PASTOR JIPPY DOYLE, still proclaiming he was innocent, walked to freedom yesterday after spending less than three years in prison.
“I’ve maintained my innocence from the beginning, and I continue to press that one day my name will be cleared,” Doyle told the DAILY NATION as he exited the gates of Dodds Prisons.
In an unprecedented move and a breakaway from prison tradition, the tele-evangelist was released yesterday shortly after midday.
Looking dazed and emotionally touched, the once popular pastor looked back at the prison gates and said: “It was very rough. Prison is no easy place . . . . Don’t let anybody make you believe that prison is easy.
“A lot of men go through a lot of difficult times,” he added.
Doyle, who thanked his attorneys, led bySir Richard Cheltenham, and his family for supporting him throughout his ordeal, said he would be returning to the pulpit immediately.
“I was in prison preaching every single day, and I will continue to do the work of God. That’s the purpose of my life,” he said.
Doyle said the last three days had been extremely difficult for him, since he was looking forward to being freed no later than Saturday.
“On Friday, I was preparing for release on Saturday. I was prepped and got everything ready. Then, at the last minute the assistant superintendent came and told me that I would not be released because of some papers from the DPP [Director of Public Prosecutions].

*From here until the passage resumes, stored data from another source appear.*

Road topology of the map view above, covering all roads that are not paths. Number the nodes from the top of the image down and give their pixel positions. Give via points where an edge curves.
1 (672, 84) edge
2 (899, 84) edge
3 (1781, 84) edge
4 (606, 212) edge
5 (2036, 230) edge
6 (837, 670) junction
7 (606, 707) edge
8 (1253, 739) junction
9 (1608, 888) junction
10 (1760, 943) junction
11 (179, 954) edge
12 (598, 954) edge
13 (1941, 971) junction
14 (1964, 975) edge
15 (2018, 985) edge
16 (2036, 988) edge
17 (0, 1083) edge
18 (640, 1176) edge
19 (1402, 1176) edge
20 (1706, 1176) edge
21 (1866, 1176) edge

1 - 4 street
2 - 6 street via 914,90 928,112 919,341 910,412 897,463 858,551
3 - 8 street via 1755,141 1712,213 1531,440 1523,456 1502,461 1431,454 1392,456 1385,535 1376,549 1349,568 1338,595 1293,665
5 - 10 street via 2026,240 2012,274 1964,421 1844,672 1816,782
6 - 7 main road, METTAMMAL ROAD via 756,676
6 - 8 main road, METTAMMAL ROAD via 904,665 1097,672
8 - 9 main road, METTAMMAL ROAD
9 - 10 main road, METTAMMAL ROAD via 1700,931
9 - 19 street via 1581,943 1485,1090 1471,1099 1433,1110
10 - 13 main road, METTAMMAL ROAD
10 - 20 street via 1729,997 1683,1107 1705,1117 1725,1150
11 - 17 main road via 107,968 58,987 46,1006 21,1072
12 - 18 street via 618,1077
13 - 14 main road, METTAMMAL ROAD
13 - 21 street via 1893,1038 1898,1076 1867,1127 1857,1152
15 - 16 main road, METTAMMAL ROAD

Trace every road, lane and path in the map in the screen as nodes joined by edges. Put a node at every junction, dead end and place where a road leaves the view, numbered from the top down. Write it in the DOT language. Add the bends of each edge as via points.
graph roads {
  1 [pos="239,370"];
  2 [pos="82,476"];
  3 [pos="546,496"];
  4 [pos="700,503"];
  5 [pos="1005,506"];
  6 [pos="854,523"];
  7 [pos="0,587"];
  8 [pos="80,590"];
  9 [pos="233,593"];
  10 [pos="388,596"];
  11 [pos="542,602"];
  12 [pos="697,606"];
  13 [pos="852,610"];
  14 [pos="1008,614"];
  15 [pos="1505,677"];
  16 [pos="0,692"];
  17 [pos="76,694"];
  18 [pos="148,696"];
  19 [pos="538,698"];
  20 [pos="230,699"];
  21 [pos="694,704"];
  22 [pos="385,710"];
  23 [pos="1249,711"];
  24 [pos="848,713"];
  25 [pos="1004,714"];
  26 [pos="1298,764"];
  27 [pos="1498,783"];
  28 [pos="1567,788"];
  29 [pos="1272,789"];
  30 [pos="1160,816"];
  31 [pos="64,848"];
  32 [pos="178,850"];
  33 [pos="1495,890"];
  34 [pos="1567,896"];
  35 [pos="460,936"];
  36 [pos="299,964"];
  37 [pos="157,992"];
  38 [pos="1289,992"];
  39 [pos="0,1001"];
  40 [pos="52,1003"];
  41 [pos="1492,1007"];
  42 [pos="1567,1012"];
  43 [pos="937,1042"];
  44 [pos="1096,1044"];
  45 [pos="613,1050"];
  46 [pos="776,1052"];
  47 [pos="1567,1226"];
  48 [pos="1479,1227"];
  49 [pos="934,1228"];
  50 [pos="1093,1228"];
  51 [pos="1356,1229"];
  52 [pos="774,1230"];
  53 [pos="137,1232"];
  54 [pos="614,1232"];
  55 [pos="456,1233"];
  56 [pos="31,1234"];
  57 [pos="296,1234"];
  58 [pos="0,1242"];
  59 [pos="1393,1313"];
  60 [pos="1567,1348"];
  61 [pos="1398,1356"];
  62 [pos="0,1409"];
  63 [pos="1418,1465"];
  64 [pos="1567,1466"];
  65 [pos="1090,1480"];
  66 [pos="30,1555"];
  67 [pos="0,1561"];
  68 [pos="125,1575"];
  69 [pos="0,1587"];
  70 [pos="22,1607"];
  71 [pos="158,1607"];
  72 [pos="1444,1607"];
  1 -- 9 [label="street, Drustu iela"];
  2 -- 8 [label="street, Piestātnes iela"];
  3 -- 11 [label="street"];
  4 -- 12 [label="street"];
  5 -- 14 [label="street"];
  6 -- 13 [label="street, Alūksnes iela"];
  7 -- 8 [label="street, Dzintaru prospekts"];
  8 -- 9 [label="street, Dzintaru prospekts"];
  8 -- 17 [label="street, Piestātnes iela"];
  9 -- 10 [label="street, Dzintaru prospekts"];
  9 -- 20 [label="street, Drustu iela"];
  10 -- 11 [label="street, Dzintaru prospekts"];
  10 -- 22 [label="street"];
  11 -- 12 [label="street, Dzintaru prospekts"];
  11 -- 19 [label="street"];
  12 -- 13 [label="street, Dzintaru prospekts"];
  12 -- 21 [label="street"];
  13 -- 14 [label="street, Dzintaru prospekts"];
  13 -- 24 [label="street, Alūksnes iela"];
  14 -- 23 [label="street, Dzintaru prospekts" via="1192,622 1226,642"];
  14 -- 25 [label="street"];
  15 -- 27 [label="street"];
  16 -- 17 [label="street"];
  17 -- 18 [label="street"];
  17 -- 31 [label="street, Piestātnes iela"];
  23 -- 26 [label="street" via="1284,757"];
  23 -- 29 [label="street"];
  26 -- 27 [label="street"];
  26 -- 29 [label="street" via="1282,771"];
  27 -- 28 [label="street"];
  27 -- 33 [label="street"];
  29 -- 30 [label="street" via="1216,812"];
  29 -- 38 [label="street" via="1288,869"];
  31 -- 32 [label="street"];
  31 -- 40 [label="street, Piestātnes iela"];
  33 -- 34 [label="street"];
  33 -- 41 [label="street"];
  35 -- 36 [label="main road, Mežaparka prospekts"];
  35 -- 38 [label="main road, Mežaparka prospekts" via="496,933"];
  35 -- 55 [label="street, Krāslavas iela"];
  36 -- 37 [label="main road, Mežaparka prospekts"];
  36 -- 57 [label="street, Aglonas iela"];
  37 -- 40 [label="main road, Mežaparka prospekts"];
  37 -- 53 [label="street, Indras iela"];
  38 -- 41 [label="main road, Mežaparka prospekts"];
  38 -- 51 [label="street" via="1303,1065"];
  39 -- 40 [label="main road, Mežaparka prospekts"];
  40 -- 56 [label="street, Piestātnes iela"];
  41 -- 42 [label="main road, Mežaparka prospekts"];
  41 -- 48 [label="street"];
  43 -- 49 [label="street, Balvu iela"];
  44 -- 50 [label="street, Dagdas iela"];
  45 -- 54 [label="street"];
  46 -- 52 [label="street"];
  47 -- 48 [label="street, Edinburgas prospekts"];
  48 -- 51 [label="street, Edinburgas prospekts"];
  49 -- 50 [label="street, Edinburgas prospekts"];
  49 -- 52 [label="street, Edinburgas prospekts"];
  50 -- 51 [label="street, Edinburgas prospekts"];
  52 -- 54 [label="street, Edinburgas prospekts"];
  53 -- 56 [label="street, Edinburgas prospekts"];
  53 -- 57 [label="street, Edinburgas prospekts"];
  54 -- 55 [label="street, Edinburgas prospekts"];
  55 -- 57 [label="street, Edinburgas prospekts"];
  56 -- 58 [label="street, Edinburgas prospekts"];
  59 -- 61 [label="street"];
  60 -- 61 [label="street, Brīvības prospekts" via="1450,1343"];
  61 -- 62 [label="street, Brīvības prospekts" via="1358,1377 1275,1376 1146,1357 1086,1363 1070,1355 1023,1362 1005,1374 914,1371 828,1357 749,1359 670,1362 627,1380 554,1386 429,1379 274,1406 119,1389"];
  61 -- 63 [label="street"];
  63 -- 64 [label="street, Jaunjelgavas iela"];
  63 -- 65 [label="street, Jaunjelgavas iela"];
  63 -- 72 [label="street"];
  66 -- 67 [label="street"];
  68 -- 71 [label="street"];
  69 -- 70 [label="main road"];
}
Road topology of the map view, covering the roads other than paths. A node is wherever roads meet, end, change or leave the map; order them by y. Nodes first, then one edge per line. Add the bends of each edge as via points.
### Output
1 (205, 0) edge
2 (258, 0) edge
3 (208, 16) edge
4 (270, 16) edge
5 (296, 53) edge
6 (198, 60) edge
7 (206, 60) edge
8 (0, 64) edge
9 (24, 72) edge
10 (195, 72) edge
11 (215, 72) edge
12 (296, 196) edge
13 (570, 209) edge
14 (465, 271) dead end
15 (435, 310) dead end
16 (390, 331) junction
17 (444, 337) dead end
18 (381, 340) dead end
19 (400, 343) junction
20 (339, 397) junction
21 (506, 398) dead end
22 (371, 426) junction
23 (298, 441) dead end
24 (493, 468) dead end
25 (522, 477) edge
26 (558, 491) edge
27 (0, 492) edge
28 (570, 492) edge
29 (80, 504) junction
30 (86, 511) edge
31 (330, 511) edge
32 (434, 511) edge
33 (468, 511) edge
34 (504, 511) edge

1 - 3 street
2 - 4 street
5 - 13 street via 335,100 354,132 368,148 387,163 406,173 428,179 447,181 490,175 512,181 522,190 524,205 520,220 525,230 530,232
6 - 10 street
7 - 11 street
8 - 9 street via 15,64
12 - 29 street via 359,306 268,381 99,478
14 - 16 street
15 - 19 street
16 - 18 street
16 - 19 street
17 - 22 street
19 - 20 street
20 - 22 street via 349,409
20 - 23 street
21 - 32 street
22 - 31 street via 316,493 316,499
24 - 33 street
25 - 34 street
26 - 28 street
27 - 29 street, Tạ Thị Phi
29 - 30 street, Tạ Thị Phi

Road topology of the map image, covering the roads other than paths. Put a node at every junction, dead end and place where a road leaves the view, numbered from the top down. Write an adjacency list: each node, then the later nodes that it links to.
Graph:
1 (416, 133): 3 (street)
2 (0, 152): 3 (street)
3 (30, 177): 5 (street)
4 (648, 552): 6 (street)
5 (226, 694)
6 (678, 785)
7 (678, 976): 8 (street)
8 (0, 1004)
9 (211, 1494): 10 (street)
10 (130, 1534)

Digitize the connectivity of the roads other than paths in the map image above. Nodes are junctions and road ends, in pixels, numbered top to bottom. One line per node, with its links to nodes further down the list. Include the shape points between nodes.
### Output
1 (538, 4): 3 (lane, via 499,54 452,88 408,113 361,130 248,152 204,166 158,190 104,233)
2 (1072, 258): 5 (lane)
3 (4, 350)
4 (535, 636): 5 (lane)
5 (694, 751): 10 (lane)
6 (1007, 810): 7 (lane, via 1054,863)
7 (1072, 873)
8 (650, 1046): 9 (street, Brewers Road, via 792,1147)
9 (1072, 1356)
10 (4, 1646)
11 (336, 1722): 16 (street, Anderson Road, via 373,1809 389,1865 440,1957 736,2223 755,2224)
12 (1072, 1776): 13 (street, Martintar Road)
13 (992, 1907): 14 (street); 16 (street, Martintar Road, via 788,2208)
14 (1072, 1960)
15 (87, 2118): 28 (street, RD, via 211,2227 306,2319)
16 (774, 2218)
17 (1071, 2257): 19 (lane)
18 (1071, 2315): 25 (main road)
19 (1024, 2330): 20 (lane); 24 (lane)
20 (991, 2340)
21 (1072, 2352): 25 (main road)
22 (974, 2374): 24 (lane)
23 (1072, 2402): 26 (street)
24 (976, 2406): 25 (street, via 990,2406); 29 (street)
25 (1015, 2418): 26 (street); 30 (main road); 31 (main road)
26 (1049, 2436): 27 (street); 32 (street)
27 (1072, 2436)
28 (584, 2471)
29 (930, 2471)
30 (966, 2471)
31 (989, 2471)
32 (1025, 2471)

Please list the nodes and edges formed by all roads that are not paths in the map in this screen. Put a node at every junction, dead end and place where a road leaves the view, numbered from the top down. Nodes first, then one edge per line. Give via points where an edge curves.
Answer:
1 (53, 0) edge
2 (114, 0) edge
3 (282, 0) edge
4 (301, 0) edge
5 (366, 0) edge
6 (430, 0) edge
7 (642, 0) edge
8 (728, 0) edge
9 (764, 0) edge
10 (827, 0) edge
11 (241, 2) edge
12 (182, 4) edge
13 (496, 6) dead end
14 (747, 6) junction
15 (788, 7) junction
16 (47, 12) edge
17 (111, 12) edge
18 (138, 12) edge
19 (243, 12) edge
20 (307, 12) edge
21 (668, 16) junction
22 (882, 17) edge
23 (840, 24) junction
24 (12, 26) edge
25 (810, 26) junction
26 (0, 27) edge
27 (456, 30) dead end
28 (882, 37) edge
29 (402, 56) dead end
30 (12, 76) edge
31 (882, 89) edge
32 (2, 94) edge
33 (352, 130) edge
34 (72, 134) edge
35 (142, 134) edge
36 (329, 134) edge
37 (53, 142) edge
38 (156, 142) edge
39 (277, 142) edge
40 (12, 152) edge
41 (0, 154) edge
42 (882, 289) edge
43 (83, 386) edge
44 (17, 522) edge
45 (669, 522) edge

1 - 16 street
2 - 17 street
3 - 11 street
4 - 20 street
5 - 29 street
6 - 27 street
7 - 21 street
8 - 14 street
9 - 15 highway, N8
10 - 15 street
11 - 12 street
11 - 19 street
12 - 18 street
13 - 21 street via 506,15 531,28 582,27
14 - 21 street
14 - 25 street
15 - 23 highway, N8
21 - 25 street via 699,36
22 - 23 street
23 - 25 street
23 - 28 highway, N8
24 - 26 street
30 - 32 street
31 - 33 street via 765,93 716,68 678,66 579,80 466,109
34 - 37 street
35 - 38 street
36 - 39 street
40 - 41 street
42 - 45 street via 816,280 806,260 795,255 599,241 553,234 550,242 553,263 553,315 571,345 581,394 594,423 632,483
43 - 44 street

“It was depressing,” he said.
Fate however swung in Doyle’s favour yesterday when, according to him, a prison officer came to his cell and said:
“Doyle get ready; you’re going home today.” Doyle had some advice for young people on his departure from Dodds.
“Stay out of trouble,” he said.
Yesterday’s unexpected release of Doyle followed a legal technicality that prompted his lawyers to prepare to file a writ of habeas corpus today against the prison superintendent.
Sir Richard, who along with attorney Shelly-Ann Seecharan welcomed Doyle back to freedom outside the St Philip jail, said he had sent a letter to prison boss John Nurse about the circumstances surrounding his client.
“I made it clear to him that if Jippy was not freed by midnight tonight [Sunday] at the latest, by tomorrow [today] he would have to show cause to the judge why [Doyle] is being held.
“I got word from the prison after midday that Jippy would be freed,” Sir Richard said.
The new development followed a telephone call to Doyle’s lawyers Friday, indicating that the convicted pastor was being treated as a prisoner on remand and there was no date set for his release.
The instructions, according to the unnamed senior prison official reportedly came from the Office of the Director of Public Prosecutions.
Doyle had his sentence reduced by the Court of Appeal last December to three years on a lesser count of indecently assaulting a 13-year-old female member of his Dominion Life congregation at Haggatt Hall, St Michael, ten years ago.
The Appeal Court had thrown out a ten-year conviction of raping the girl, imposed by a high court judge on October 2008.
Doyle has since appealed his latest conviction to the Caribbean Court of Appeal.